▸ **What is expected**:
Every line of the entries that holds the word "dead" is to be copied.

☆ ☆ ☆ ☆ ☆ ☆ ☆

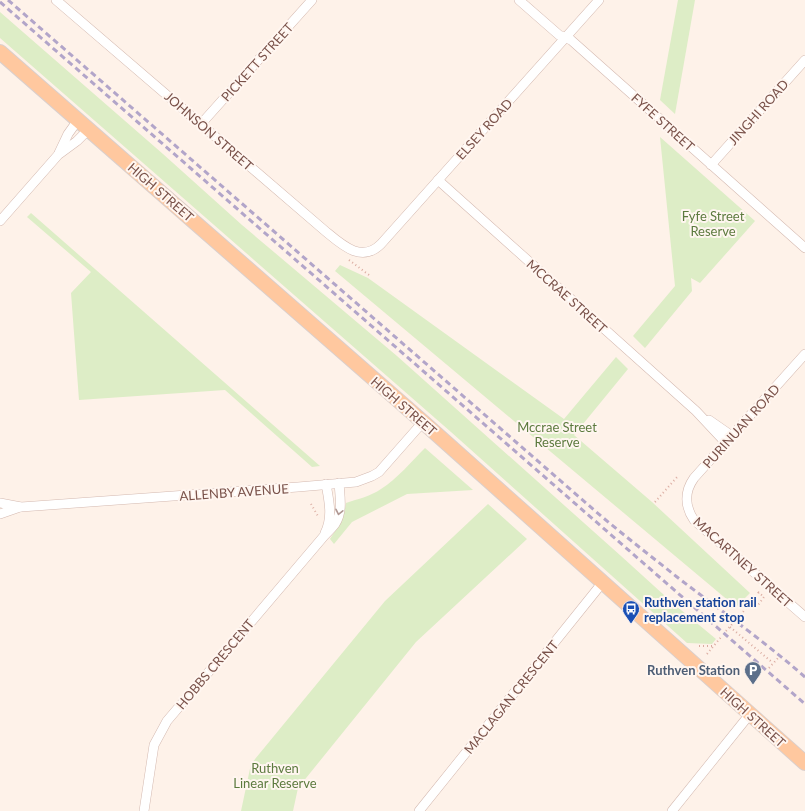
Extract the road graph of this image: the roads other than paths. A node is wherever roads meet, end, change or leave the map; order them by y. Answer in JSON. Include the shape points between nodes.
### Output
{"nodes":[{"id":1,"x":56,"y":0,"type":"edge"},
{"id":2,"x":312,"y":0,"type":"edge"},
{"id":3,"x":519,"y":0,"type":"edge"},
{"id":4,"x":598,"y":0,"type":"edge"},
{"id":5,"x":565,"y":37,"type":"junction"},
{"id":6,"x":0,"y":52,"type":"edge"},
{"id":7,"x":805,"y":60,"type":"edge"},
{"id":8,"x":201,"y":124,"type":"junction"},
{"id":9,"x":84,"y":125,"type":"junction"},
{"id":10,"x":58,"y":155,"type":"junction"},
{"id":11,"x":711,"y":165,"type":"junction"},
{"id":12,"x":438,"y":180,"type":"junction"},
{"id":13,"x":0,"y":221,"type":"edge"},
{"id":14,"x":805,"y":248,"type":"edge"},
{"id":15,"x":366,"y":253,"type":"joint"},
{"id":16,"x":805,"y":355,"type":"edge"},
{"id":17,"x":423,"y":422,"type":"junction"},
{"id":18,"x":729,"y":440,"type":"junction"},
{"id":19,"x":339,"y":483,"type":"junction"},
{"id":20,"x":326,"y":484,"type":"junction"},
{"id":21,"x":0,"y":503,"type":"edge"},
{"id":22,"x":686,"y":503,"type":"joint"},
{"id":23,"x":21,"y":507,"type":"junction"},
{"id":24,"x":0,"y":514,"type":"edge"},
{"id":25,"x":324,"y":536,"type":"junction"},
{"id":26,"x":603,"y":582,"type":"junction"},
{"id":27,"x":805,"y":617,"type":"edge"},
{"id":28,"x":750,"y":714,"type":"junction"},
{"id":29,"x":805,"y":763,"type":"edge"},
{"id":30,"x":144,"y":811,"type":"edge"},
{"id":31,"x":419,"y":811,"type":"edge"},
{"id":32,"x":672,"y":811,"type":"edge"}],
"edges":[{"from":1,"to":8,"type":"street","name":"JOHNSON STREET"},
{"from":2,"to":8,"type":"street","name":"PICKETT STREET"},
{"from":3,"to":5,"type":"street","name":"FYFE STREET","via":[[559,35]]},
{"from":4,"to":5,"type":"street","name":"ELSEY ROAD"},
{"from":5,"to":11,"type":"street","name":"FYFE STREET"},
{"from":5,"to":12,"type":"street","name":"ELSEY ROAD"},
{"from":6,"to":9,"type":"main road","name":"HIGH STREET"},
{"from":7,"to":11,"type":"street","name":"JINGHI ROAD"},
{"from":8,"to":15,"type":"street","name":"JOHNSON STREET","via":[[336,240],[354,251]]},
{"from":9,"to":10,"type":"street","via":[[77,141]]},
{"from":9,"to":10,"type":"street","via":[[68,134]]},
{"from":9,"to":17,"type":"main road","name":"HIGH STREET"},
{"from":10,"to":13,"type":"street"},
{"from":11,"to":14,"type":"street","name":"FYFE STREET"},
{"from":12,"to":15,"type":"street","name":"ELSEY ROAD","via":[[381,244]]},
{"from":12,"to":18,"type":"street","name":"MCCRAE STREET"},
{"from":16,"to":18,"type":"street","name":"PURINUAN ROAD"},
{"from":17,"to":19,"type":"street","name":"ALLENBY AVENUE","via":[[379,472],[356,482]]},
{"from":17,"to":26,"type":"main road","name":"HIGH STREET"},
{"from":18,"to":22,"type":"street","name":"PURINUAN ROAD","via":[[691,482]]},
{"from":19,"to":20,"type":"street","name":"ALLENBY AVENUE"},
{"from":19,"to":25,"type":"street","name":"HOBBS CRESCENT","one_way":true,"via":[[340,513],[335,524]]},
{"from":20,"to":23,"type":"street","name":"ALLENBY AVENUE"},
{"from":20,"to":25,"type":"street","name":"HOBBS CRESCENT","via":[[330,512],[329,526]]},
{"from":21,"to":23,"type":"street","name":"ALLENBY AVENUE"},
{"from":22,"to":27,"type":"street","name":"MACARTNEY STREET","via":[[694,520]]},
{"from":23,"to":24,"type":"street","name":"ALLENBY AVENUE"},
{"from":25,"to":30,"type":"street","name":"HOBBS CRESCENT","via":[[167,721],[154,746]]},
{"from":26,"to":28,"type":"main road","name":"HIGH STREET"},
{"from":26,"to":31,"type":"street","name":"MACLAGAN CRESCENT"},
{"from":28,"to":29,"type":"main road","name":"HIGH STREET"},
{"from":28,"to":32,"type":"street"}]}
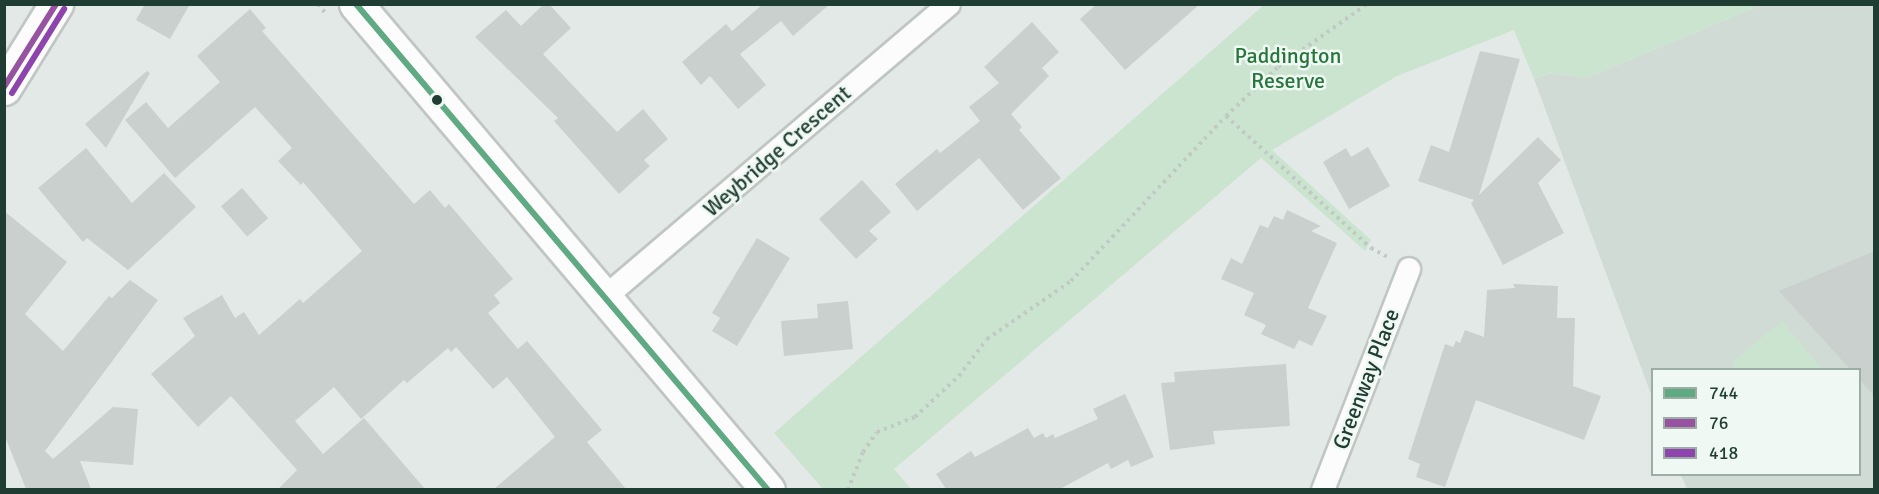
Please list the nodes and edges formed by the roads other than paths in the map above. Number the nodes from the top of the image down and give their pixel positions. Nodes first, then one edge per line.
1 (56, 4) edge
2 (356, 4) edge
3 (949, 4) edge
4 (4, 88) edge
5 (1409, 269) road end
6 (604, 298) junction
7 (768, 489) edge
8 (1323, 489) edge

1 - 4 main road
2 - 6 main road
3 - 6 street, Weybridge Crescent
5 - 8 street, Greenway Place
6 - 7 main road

☆ ☆ ☆ ☆ ☆ ☆ ☆

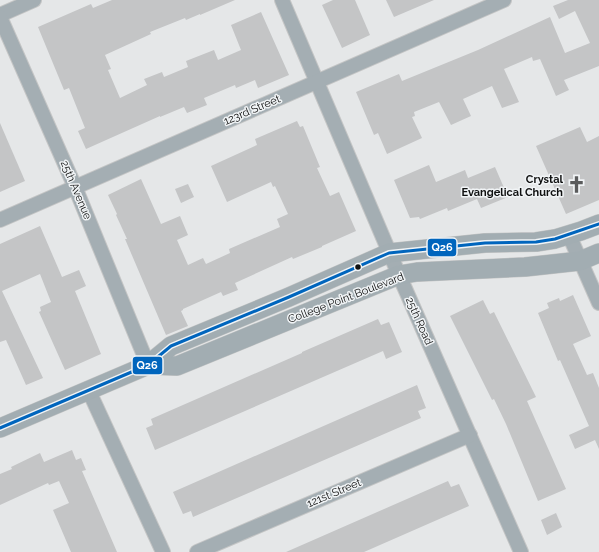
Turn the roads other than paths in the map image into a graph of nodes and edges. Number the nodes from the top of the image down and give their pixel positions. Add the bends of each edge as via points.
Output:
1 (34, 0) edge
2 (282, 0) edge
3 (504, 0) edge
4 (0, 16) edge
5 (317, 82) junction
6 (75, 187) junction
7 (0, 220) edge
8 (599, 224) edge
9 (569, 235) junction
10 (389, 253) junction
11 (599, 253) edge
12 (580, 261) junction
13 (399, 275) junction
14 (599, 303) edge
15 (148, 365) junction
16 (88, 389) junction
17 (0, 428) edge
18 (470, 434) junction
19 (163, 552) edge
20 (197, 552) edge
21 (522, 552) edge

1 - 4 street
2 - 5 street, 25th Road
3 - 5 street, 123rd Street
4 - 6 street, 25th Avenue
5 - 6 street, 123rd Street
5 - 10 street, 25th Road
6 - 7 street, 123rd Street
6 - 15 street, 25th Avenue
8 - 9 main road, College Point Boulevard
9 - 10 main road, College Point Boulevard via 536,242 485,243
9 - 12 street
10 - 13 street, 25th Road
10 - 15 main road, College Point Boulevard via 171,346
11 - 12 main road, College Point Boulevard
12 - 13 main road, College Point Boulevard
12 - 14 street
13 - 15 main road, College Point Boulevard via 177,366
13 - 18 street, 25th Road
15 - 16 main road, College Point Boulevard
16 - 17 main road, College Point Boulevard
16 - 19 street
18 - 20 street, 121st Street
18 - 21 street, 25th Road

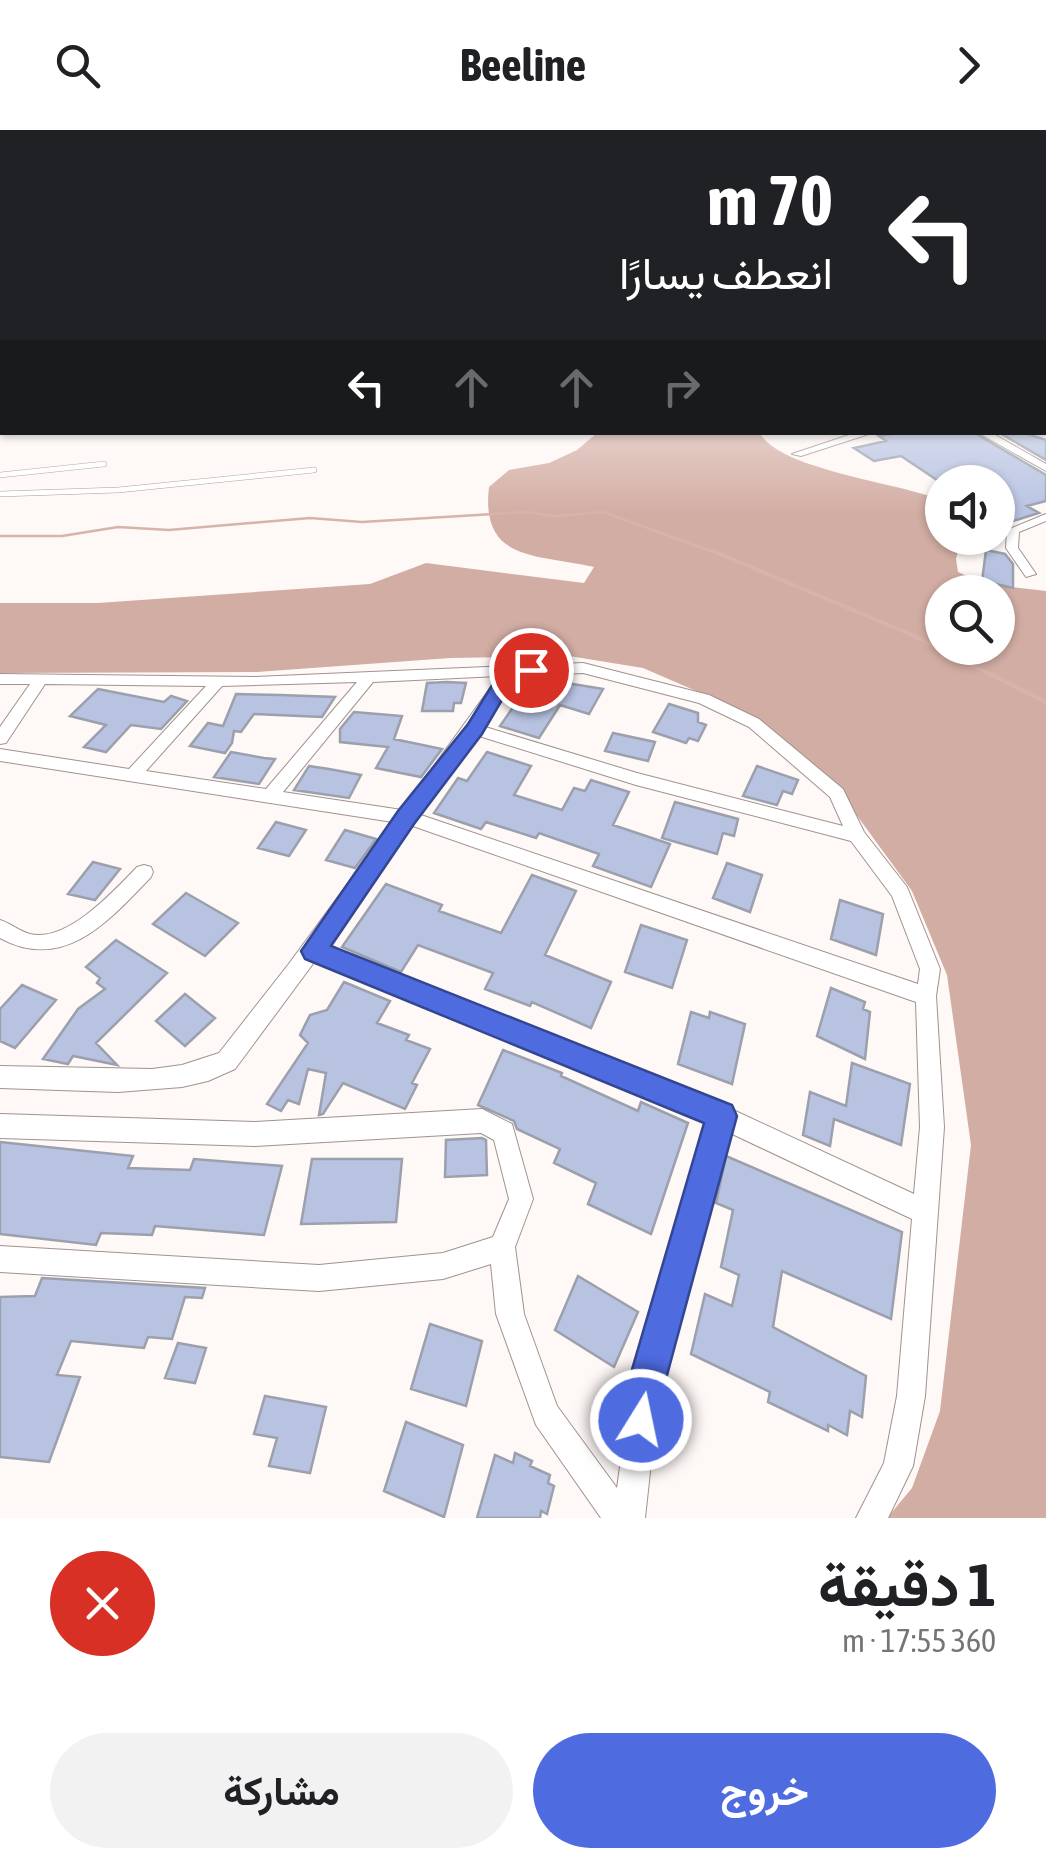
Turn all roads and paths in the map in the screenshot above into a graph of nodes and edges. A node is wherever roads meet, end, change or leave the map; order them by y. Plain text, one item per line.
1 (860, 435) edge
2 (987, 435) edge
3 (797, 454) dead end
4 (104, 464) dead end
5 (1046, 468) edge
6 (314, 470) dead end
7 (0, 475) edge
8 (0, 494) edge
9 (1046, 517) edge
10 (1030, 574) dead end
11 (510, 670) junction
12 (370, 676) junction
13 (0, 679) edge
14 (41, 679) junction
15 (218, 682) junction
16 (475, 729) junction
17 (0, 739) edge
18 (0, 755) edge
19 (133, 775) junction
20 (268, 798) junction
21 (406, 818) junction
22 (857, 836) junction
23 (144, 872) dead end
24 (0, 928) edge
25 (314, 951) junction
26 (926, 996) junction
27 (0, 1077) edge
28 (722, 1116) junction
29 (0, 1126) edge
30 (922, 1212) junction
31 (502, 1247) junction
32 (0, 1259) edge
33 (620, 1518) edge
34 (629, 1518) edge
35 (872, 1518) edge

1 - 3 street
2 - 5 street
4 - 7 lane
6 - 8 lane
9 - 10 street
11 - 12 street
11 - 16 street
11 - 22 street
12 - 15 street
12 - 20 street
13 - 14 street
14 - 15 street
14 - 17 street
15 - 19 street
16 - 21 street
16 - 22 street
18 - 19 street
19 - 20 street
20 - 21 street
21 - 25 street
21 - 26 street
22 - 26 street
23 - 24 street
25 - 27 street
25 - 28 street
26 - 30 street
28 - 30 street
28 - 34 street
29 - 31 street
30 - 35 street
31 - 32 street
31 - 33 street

☆ ☆ ☆ ☆ ☆ ☆ ☆

▸ **Result of this exercise**:
3 (797, 454) dead end
4 (104, 464) dead end
6 (314, 470) dead end
10 (1030, 574) dead end
23 (144, 872) dead end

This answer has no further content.